The subject IDs identify to the users the subject the paper is in, so for example 'math.CO' tags the paper as being in mathematics, and more specifically 'combinatorics'. Most of the topics have IDs as clear as this example, but physics is broken up into multiple IDs depending on subfield. However they can be recombined as part of data processing. Papers can be tagged with more than one subject ID if covers more than one subject. I decided to play around with trends for words which appear in paper titles over time or by topic.
A question which I found interesting was "What buzzwords or subject IDs have had the biggest increase in popularity on the ArXiv over the last few decades?" To make this a more rigorous question, we can measure the total number of words usage in paper titles or subject ID use per year. Then we can come up with a quantitative metric by which to measure 'popularity'.
To collect the data, I gleaned word usage rates per year and per topic tag from the paper title data entries. Then it was a matter of dividing the number of paper titles with appearances given by each word per year by the total number of papers for that year. I ended up creating three dataframes to store the data. One dataframe had rows corresponding to words appearing in titles, and columns corresponding to relative appearance rate per year. I had another data frame where columns occured per topic. Finally, I also gleaned relative number of subject ID usages per year to track popularity of certain subjects over time. As mentioned, the ArXiv has papers which date back to the late 80s, but the data is quite incomplete until the 00s, so the first few years are ignored in our analysis.
Once these frames were set up, I needed a metric to measure popularity growth over time and sort the words and subject IDs by this metric. I tried a couple different metrics and received different results. The first was 'largest single year uptick in relative usage rate'. While not a measure of overall popularity over the decades, hopefully it would see very spiky fads and new buzzwords or subjects. I also tried using the total change in appearance rate. More and more papers are posted to the ArXiv over the years, so almost all words and subject IDs trend upward naturally, hopefully the most popular today have even higher upward trend. While single year or global percentage increase in usage rate was something I considered, this did not weed out noise from low sample size, either in total number of papers in early years or in total usage rate. Below are some graphs I generated based on the different metrics.

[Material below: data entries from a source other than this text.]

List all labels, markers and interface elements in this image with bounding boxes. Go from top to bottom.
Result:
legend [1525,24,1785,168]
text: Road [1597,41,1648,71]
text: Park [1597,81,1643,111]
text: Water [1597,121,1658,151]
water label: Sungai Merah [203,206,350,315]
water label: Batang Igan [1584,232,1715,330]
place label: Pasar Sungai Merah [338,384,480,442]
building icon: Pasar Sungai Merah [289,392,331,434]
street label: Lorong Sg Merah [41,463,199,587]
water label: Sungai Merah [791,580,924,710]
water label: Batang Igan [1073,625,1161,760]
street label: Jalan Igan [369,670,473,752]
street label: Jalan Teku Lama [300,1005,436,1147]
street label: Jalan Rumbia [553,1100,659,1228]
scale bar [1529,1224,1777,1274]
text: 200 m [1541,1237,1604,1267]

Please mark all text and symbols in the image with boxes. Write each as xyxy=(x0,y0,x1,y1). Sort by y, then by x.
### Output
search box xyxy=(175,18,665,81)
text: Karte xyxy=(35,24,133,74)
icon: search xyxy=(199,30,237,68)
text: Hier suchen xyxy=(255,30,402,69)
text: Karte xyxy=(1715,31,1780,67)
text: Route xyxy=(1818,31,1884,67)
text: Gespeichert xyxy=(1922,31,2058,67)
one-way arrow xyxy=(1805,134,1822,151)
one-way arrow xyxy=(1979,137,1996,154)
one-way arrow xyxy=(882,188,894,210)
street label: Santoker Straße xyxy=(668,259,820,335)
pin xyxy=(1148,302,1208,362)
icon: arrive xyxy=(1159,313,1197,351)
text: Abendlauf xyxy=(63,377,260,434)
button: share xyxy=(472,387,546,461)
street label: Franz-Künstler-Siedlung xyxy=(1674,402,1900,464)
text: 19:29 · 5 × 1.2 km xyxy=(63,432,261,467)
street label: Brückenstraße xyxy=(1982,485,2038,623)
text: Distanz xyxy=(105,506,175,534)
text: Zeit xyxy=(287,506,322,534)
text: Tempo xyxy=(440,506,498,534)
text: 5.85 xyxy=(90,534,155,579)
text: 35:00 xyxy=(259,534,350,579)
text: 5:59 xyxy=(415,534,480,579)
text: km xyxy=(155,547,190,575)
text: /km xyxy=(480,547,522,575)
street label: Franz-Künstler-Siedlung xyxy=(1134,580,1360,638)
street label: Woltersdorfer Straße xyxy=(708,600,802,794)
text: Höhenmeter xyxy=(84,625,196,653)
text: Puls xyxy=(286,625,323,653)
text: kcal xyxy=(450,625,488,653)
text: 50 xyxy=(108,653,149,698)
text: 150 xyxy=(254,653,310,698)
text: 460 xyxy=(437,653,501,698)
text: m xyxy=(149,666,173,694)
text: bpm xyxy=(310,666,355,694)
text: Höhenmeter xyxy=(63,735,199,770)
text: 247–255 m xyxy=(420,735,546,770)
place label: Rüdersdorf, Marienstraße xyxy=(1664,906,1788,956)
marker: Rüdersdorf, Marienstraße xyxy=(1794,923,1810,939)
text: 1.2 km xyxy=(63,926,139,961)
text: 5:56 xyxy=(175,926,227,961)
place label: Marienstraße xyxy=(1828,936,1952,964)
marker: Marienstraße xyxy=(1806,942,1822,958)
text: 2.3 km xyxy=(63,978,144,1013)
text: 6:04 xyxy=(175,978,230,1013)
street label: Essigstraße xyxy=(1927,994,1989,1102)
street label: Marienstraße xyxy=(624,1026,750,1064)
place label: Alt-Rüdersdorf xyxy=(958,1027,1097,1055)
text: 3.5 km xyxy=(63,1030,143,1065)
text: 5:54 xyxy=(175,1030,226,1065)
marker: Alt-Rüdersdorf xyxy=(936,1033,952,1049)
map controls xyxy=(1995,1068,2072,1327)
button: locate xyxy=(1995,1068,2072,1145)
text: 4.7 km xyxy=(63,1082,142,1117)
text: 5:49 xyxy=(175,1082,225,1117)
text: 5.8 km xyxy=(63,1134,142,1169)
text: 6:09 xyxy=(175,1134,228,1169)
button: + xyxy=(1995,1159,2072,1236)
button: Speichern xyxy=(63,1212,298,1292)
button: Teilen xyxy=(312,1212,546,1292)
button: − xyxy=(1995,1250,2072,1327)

Here is a usage graph of the 5 most words with the largest overall increase in appearances from 1994 to 2022. Perhaps unsurprisingly, machine learning has seen the biggest growth in popularity out of all STEM subjects over the last 20ish years, and this is reflected in my analysis of the ArXiv metadata. The buzzword 'learning' went from almost no appearances in paper titles to almost 15000 appearances in 2022, and that's just in titles. Similarly, model and neural both increased as well as part of the same trend, but perhaps appear in less paper titles since they are more technical sounding to a broader audience. The other two words, 'quantum' and 'via', are different stories all together. The 'quantum' is up here since it is a staple of physics adjectives and received some increase within computer science and math from quantum computing and quantum K-theory and the like, to keep the trend from stagnating. The word 'via' is a preposition in English, so perhaps more and more people are writing papers about the methods by which they did their research, perhaps like 'Proving Theorem blah blah via blah blah'. This was a very surprising appearance to me.
I also took a look at the top 5 words with the single year largest usage rate increases, perhaps to find interesting fads or unusual behavior independent from total posts on the ArXiv trends. Unfortunately, two of the words were due to early year noise, namely 'matrix' and 'states'. The words 'learning' and 'deep' are presumably again part of the increased interest in machine learning in the past half a decade or so. The growth since the early 2010s is remarkable. Interestingly, 'learning' had a lower usage rate in 2022 than in 2021, perhaps indication of peaking of interest or simply the researchers opting for more specific words in titles. But still, a whopping 8% of papers on the ArXiv had the word 'learning' in the title.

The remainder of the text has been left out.